I keep coming back to a line from an older post on over-engineering: complexity you refuse to acknowledge does not disappear, it just stops being managed. The accidental engine is exactly that. The complexity of partial failure is real and irreducible. The only choice is whether it lives in one named place or in five unnamed ones.

What durable execution actually does

The pitch of durable execution sounds like magic: write your workflow as a normal function, and the framework makes it survive crashes.

async function signupWorkflow(input: SignupInput) {
  const customer = await activities.createCustomer(input);
  await activities.chargeCard(customer.id, input.plan);
  const workspace = await activities.provisionWorkspace(customer.id);
  await activities.sendWelcomeEmail(customer.email, workspace.url);
  return workspace.id;
}

If the process dies after chargeCard succeeds, a new worker picks up the workflow and resumes exactly at provisionWorkspace. No sweeper, no status column, no archaeology. The workflow is readable as a sequence because it is written as one.

The mechanism behind the magic is event sourcing plus deterministic replay. Every time the workflow performs an effect, an activity call, a timer, a signal, the engine records the result in an append-only history.

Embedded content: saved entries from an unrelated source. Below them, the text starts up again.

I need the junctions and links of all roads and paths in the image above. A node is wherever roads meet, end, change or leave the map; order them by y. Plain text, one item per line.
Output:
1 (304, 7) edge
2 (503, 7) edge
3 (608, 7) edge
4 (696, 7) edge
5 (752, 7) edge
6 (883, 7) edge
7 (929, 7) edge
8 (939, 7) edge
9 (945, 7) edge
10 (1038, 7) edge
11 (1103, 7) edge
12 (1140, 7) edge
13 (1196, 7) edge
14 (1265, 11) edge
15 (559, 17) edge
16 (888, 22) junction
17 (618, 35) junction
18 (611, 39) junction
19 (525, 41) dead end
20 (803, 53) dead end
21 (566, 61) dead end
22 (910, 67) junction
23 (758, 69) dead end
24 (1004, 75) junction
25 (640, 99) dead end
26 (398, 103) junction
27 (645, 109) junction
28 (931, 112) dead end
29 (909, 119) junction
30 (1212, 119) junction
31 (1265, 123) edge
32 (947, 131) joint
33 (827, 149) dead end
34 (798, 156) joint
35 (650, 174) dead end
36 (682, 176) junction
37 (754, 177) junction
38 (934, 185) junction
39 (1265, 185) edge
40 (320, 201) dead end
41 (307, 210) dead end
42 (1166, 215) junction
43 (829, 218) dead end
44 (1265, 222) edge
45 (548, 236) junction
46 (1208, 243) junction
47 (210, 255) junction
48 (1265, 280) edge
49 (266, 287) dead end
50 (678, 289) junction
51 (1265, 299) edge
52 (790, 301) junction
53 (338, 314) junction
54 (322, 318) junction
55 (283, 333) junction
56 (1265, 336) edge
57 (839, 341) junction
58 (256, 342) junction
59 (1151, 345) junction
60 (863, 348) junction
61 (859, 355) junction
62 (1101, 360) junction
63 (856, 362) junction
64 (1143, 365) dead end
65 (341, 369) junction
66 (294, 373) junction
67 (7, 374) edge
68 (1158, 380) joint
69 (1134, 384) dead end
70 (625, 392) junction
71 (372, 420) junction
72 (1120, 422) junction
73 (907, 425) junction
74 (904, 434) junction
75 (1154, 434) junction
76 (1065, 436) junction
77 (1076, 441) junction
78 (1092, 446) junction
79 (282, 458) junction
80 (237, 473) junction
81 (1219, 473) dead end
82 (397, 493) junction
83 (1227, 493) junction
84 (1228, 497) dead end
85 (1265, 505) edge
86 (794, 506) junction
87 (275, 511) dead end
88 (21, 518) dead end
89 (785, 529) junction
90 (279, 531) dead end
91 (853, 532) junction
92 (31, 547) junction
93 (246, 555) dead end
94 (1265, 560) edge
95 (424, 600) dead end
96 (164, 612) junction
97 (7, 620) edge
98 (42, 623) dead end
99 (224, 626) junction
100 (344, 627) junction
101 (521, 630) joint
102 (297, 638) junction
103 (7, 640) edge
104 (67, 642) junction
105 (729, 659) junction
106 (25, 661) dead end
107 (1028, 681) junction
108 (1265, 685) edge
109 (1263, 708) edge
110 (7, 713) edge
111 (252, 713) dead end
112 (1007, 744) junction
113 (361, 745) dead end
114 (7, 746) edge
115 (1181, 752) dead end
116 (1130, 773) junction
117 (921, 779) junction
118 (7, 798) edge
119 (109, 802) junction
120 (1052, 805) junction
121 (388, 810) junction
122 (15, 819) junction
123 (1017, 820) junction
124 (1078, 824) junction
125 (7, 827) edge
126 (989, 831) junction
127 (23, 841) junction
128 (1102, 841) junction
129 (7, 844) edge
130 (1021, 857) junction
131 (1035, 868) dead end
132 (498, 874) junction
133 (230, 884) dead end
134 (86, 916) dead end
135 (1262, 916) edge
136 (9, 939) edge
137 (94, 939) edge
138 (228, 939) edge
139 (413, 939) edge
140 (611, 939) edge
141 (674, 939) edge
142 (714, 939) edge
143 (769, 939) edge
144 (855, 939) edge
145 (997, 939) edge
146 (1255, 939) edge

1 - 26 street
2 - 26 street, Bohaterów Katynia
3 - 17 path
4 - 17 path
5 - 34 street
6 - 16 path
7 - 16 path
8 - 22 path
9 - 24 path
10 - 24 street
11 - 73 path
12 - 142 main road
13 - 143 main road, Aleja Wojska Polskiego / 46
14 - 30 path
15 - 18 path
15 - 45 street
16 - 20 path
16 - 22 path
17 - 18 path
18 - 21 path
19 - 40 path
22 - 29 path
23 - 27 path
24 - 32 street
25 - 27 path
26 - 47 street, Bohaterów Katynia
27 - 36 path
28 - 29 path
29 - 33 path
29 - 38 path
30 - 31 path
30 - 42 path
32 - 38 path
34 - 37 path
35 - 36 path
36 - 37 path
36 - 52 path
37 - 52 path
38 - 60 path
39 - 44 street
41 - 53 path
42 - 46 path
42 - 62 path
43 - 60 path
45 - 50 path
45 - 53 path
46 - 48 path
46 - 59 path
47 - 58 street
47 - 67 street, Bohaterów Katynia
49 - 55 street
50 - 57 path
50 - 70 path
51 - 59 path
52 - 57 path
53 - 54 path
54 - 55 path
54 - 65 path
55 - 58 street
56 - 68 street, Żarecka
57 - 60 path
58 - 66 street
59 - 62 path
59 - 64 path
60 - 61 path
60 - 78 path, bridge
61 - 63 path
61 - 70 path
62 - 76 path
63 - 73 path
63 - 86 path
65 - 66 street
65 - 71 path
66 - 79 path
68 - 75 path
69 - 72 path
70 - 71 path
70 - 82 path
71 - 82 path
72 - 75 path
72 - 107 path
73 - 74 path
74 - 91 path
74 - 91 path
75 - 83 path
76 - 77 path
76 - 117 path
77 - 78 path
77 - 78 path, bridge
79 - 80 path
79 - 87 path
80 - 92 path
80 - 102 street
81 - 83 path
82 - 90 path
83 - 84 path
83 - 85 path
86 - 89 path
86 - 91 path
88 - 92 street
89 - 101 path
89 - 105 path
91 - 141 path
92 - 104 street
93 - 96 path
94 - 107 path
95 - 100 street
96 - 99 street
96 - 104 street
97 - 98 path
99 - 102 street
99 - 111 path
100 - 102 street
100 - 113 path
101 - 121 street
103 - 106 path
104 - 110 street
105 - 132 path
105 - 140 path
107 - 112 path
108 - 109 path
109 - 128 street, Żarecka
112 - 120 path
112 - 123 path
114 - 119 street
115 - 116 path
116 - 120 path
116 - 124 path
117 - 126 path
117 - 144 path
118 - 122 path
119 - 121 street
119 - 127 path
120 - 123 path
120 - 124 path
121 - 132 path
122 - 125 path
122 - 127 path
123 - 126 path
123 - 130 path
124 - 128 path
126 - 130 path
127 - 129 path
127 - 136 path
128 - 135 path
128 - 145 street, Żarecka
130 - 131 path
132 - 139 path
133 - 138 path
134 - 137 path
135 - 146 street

When a worker crashes and another picks up the workflow, the engine re-executes the function from the top, but every effect that already happened is answered from history instead of being performed again. The code replays in milliseconds to the exact point where it stopped, then continues live from there.

Temporal made this model mainstream, carrying it forward from its ancestors at AWS and Uber. Restate implements the same idea with a log-centric design and lower latency ambitions. Inngest packages it for the serverless and TypeScript world. The differences matter when choosing a vendor, but the contract is shared: your progress is persisted, your code resumes, and a workflow can sleep for thirty days and wake up as if no time had passed.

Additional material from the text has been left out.